The streetlights shone down on those walking past the diner to the two-story country-western bar four buildings down. Young women, most barely twenty-one, trotted along in groups, wearing short skirts and tall boots, as they enjoyed the summer night air—not that August had the corner on skin-baring clothes. Most locals would shed their layers for anything over forty degrees.

I flipped the sign on the door, so the word Closed faced the sidewalk, but I leaped back when a face loomed over me from the other side. It was Taylor, the hotshot crew guy and piss-poor tipper. Before my brain had time to stop my expression, I narrowed my eyes and sneered.

Taylor held out his hands, his voice muffled from the glass. “I know.
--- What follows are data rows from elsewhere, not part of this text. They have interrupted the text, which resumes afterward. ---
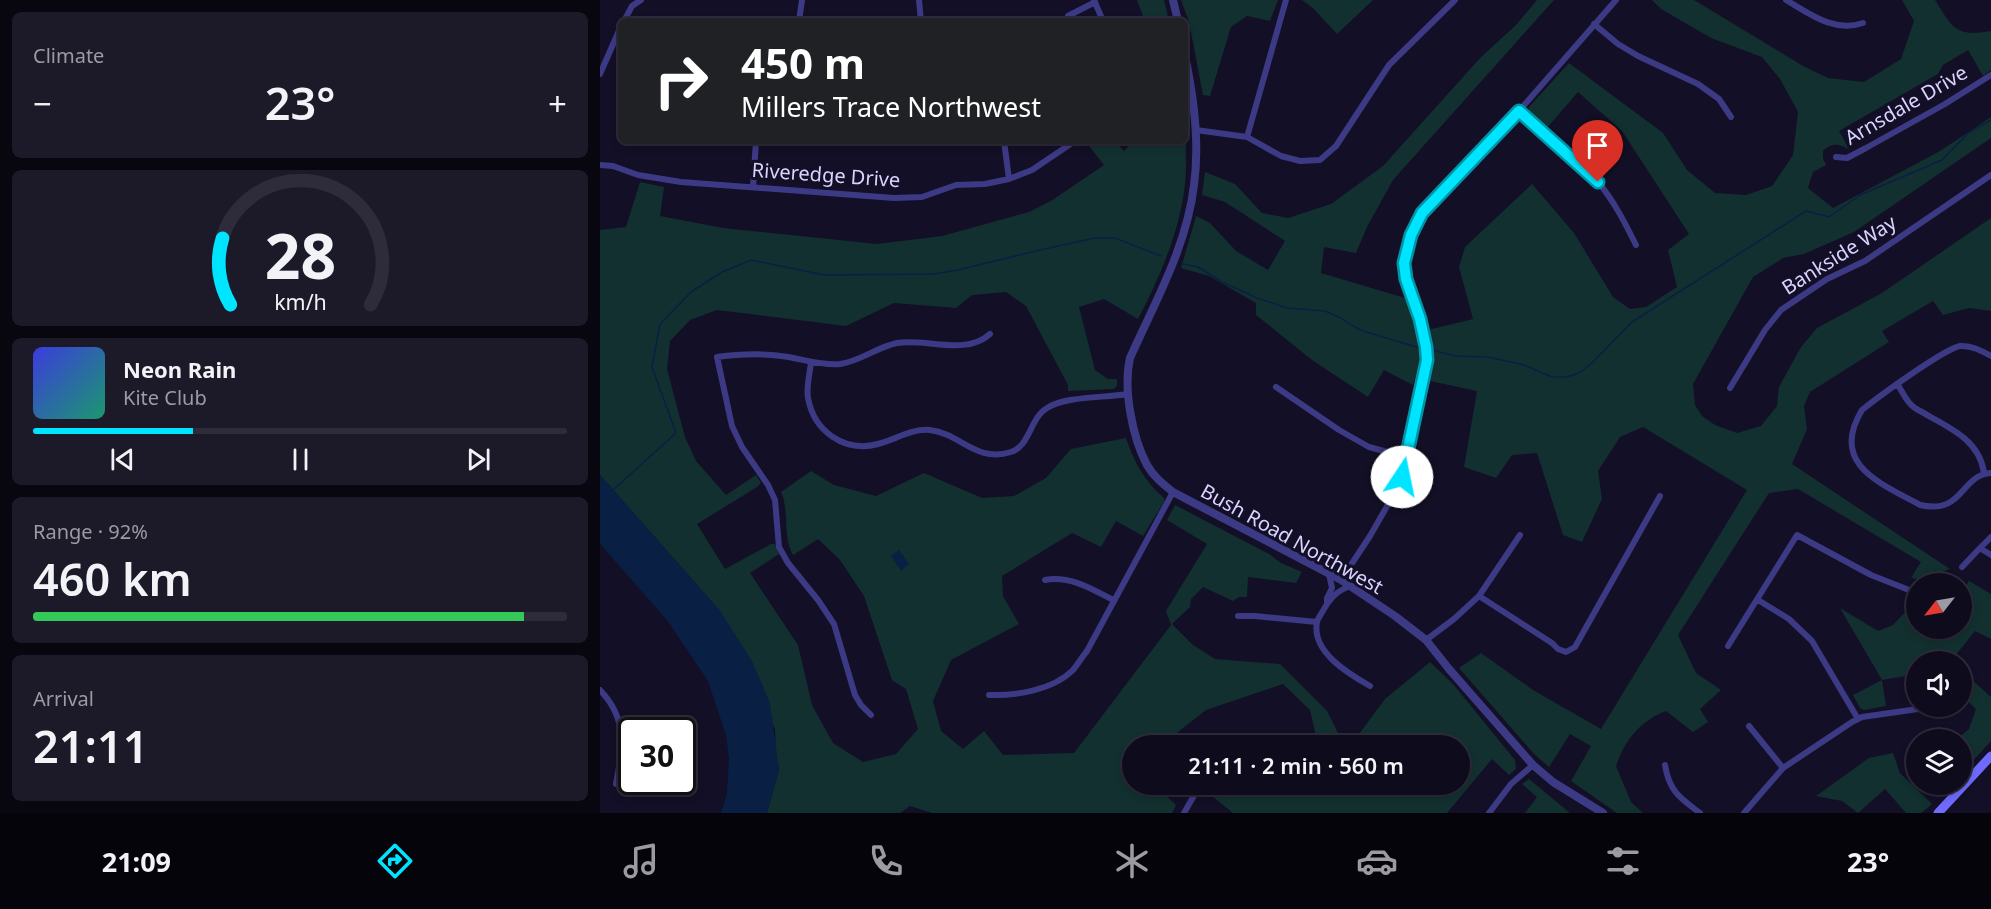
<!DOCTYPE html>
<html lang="en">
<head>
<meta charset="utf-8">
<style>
  :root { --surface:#0e0b1c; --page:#1c1929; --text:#f1f3f6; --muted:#9b9ba3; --line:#2e2b3b; --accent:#00e5ff }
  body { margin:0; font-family:"Noto Sans",sans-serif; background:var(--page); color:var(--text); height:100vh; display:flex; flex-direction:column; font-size:22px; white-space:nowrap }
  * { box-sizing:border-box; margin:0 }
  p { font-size:20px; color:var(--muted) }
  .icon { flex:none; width:33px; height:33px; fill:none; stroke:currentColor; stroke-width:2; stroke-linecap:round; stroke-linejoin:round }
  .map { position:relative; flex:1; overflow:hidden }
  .sheet { display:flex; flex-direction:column; gap:12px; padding:12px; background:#08060f; width:600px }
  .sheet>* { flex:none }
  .guide { position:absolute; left:18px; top:18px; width:570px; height:126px; border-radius:9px; box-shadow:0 3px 9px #0003,0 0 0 2px var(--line); background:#202124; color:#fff; overflow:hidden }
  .needle { width:39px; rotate:239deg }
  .controls { position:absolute; left:1306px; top:573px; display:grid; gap:12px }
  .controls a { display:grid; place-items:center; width:66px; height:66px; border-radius:50%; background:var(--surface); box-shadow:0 3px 9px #0003,0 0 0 2px var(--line); font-size:30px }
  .speed { position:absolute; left:18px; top:717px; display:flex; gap:12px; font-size:30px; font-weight:700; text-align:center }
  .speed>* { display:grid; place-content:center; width:78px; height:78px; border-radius:50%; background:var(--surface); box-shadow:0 3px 9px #0003,0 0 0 2px var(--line); line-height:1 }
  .speed .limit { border:3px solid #111; border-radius:9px; background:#fff; color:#111 }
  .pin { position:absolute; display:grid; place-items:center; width:51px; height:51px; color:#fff; margin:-62px -26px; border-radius:50% 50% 50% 0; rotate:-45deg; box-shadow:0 0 6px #0007 }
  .pin .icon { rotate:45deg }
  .me { position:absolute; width:66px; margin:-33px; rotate:11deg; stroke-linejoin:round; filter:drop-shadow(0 0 4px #0008) }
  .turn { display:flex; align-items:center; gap:21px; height:126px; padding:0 24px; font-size:27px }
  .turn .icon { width:78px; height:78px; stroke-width:2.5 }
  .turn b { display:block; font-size:42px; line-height:51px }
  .big { font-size:45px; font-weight:600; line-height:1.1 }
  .sheet .widget { flex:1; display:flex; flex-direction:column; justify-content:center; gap:9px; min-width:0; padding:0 21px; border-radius:9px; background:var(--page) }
  .sheet .dial { align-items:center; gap:0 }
  .dial svg { height:156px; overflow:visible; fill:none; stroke:var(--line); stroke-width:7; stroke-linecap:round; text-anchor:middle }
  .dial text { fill:var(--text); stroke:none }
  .song { display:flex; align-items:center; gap:18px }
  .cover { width:72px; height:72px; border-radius:9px; background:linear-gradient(135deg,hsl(240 70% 55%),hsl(160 70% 35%)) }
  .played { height:6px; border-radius:3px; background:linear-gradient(90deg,var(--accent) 30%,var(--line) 30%) }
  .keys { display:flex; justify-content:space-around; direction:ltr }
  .heat { display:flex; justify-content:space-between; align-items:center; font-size:33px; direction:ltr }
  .charge { height:9px; border-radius:4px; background:linear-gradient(90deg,#34c759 92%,var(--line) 0) }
  .trip { position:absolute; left:522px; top:735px; width:348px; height:60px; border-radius:30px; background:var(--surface); box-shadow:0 3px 9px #0003,0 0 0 2px var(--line); font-weight:600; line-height:60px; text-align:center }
  .tabs { display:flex; height:96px; justify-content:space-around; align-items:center; background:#06040b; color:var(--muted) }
  .tabs .icon { width:42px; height:42px }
  .tabs .selected { color:var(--accent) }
  .tabs b { font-size:27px; color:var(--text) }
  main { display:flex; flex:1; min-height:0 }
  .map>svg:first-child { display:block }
</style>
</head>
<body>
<main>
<section class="sheet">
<div class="widget"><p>Climate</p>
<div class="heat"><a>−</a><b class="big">23°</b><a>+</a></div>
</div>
<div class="widget dial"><svg viewBox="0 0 100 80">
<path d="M14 69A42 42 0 1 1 86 69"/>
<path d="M14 69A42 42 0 0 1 10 35" stroke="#00e5ff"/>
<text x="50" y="56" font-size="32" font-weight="700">28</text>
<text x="50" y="72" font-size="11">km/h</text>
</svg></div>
<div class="widget">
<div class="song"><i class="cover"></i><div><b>Neon Rain</b><p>Kite Club</p></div></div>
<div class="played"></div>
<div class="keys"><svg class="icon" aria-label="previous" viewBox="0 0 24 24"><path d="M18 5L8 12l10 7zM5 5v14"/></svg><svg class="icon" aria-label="pause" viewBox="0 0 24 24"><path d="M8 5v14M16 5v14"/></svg><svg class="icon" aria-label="next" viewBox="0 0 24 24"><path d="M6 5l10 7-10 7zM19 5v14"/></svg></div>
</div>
<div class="widget"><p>Range · 92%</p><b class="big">460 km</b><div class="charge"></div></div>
<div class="widget"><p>Arrival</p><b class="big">21:11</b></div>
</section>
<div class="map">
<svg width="1391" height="813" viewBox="0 0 1391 813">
  <rect width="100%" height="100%" fill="#130f26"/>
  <path fill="#12302f" d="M537,0H564L569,21H545Z
    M581,0H678L670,21L647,16L631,27L610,96L603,95L589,22Z
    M702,0H773L737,34L713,8Z
    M937,0H954L793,180L767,227L756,253L724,247L721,273L805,298C821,335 825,346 813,385L784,370L768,397L712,360L656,315V303L609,276L581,268L596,216L610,223L636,251L668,270L685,241L625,202L602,195L605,172L635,184L662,213L688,218L731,204L783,166L881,57L916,25Z
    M1052,0H1094L1203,66L1228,78L1264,82L1301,59L1314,21L1302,0H1335C1353,28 1355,37 1391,31V70L1383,76L1368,50L1343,65L1338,74L1239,131L1250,150C1239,144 1233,142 1223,151V158L1226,165L1213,172L1208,188L1233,208L1340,151L1391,117V138L1254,232L1204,254L1183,258L1153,277L1093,384L1095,405L1102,416L1115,425L1137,433L1161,426L1177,406L1179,387L1201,347L1217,328L1282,293L1391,218V311L1369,308L1343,315L1333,301L1282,331L1289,342L1210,392L1204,406L1207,429L1192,464L1350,569L1323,580L1311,578L1321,562L1198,489L1169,493L1078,635L1096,673L1121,690L1100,709L1108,722L1093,732L1066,711C1040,721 1025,740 1016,766L1031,802L1043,813H1017L971,781L991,746L970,734L949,767L934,754L859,668L881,653L933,690L1001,729L1147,490L1043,427L1020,437L998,471L1002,499L982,542L963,535L937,453L912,455L896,478L864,467L877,391L830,381L832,345L828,330L873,319L859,267L865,247L932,184L974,233L1013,297L1030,309L1046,307L1077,287L1068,250L1089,234L1022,131L978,92L946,129L929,112V107L969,63L1063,133L1087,170L1115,193L1146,195L1172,186L1193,155L1198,112L1180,79L1162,57L1111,38L1061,9Z
    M585,121L586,129C585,147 587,166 585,184C580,231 560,277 538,319L504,299L479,307L495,370L508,379H517V386L514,389L468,391V385L426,306L406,292L372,295L356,308L294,303L246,326L117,310L90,320L70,341L67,369L85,437L96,461L126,495L156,475L161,483L157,487L97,524L125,569L171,544H175L179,554L150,573L198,645L212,705L233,743L263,762L296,754L318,729L306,689L292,680L264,596L240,560L218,539L193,555C182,536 190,512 181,492L211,471L234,485L276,496L324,473L382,498L414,496L446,478L471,449L526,438C534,462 544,481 564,498V502L543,536L516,521L501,547L472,533L402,576L403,596L419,624L351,660L333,701L341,731L363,749L384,731L403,755L474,753L571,625L566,611L607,544L567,520L575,505L669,554L681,563L702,572L696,583L648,577L647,597H639L633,601L603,587L591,599L590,607L572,624L593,645L615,659L680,664L727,711L744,745L759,734L785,699L830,662L853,684L915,760L916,769L909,775L892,759L847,813H633L606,791L613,784H685L689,788L692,784H860V746L718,745L710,710L683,684L606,710L578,732L568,745L532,746V784L555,785L576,805L572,813H332L310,806L300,813H167L179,770L176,755L175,729L120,611L0,475V230L26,227L40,182L64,187L60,216L123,228L277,244L342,236L429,212L451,201L504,165L486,142L487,141H515L524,151L533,141H585Z
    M1369,581L1391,594V639L1375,631L1351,661L1317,662V674L1282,680L1286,706L1264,710L1260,708L1253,695L1282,680L1240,608L1278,631L1293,625L1310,607H1317V628H1362V592Z
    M1362,671L1391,697V741L1362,773V740L1357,739L1369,729L1376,709L1362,696Z
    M1293,753L1300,773L1332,804L1321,813H1306L1285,789L1258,813L1242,801L1216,796L1269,758Z
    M929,779L970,813H925L937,797L922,784Z"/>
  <path fill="#0a1f44" d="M0,475L120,611L152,661L170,703L179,770L167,813H121L127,793L129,759L126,735L108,681L67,620L0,544Z
    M299,550L309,564L301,571L291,556Z"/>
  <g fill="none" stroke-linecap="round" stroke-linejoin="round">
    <path stroke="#0a1f44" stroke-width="1.5" d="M582,264L598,267L622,282L657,298L687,308L725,311L741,318L753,326L763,331L820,348
      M832,350L855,356L888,357L924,365L952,377H967L979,373L992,363L1032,322L1206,211L1229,217L1260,195L1342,160L1368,133L1391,120
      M13,490L76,433L52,367L60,324L91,292L122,272L151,260L224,275L333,274L358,270L440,250L495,238H515L561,256"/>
    <path stroke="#3d3a85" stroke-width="6" d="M319,0L321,21
      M494,0L503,21
      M1186,0C1210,14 1234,33 1263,23
      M468,16L495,2
      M24,21L32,6L41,0
      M199,21L202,0
      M994,24L1018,44L1038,56L1098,84L1119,99L1131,117
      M0,74L21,26
      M919,111C945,134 975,155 998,182C1014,201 1025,223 1036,245
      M596,130L647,137L681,156L700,161L720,160L736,146L789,65L855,0
      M647,137L686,0
      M404,141L409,179
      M1236,157L1247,158L1266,148L1345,104L1391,75
      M0,165L13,166L38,175L81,182L294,198L322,197L356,185L385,184L409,179L432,170L475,141
      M153,187L156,141
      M1391,356C1382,351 1371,345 1360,346C1344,349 1278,397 1262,410C1229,464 1280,483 1320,505C1364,515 1360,475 1391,473
      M211,362C210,373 206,387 208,398C214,431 244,453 278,444C295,440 312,428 330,430C361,434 376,463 411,452C430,446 430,418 447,408C466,396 504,398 527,394
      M1298,385C1303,393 1307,403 1315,408C1319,411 1323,412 1327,415C1353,429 1380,442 1384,473
      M676,387L739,430L769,447L806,457
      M1130,388L1165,330L1181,310L1227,279L1265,261L1391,175
      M1380,548L1391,537
      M1362,567L1380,548L1391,555
      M445,580C469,575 492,589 513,600
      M741,580L770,536L802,480L822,387L827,360V347L806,279L804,263L811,235L822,213L919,111L1016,0
      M751,586C738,590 731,597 724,609C722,613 718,618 717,622C711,652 749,674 770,686
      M879,596L952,643L958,649L966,652L975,647L1060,496
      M1158,600L1189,619L1212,641L1258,719
      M727,604V598L732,588L729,574
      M638,616H655L717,622
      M826,640L854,619L879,596L920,535
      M1128,646L1197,535L1271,575L1314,592
      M0,690C28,719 23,748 16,784
      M389,695C416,696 453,690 473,670C478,664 482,657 487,651L573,492
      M271,715L261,705L255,695L234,624L218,600L188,563L179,547L175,500L168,485L142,447L132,426L117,357C139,354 159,353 181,356C200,358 221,366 240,364C261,361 277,347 297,343C327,338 366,356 390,334
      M1149,726L1183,768
      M660,746L667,740
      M1065,765C1069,791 1080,798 1100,813
      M584,813L596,792L604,784
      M889,813L911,784L933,765
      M1144,813L1183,768L1252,722L1262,717L1332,707"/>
    <path stroke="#3d3a85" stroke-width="8" d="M573,0L578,21
      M585,56C594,98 600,142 594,185C587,246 555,302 530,358C523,388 532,437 547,465C553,476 563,484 573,492L741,580L795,616L826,640L849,669L933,765L953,782L1003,813"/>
    <path stroke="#6f6bff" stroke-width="9" d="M1338,813L1391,756"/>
  </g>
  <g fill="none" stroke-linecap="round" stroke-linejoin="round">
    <defs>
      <path id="route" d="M802,477L827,360L826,347L820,319L806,279L804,263L811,235L822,213L919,111L998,182"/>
    </defs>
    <use href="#route" stroke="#0095a6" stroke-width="15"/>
    <use href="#route" stroke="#00e5ff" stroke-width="10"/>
  </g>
  <g text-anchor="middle" stroke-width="6" stroke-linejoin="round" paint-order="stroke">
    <g font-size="20" fill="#d9d4ff" stroke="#130f26">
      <text transform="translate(1306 105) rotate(-30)" y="7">Arnsdale Drive</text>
      <text transform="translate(226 175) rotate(4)" y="7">Riveredge Drive</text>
      <text transform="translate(1239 255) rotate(-32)" y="7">Bankside Way</text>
      <text transform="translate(692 539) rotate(29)" y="7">Bush Road Northwest</text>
    </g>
  </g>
</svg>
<div class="controls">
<a><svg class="needle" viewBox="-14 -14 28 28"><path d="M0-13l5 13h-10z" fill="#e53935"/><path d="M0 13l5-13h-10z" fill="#9b9ba3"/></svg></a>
<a><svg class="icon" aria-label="sound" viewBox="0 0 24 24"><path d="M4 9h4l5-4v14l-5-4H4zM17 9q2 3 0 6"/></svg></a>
<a><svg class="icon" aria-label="layers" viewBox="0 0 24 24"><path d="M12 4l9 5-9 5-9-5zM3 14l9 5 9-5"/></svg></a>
</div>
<div class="speed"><div class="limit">30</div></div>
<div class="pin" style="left:998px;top:182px;background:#d93025"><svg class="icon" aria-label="arrive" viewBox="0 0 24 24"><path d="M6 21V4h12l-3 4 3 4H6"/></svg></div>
<svg class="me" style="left:802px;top:477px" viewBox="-20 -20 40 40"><circle r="19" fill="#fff"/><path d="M0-13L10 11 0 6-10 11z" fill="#00e5ff"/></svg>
<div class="trip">21:11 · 2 min · 560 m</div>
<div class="guide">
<div class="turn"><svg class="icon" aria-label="right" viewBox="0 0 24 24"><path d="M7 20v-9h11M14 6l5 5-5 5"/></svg><div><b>450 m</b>Millers Trace Northwest</div></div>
</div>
</div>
</main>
<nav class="tabs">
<b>21:09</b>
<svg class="icon selected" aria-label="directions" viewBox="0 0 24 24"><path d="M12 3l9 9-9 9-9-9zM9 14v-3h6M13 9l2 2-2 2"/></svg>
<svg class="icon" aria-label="music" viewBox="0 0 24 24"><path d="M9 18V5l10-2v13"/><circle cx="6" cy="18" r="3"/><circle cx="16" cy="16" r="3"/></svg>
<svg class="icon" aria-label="phone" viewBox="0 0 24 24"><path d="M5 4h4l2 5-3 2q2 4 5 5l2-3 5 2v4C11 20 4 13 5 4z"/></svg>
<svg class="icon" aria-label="climate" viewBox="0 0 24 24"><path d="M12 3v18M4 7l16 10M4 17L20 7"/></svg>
<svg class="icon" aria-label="car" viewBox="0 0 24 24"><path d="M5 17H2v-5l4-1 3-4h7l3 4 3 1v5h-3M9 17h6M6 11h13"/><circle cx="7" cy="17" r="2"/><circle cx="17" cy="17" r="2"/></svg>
<svg class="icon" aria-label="filters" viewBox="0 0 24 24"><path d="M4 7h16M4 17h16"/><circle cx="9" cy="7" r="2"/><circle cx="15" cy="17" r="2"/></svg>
<b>23°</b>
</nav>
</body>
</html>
Hey, I’m sorry. I was going to leave cash, but we were called out, and I forgot. I should have known better than to come into town while we were on call, but I was sick of the food at the hotel.”

I barely recognized him without the seven layers of grime. Wearing clean clothes, he could have been mistaken for someone I might actually find attractive.

“Don’t worry about it,” I said, turning for the kitchen.

Taylor pounded on the glass. “Hey! Lady!”

Deliberately slow, I faced him, craning my neck. “Lady?” I nearly spit the word.

Taylor lowered his hands and then shoved them in his pockets. “Just open the door, so I can tip you. You’re making me feel bad.”

“You should!” I spun around in a huff to see Phaedra, Chuck, and Kirby behind me, all far too amused with the situation. “A little help here?”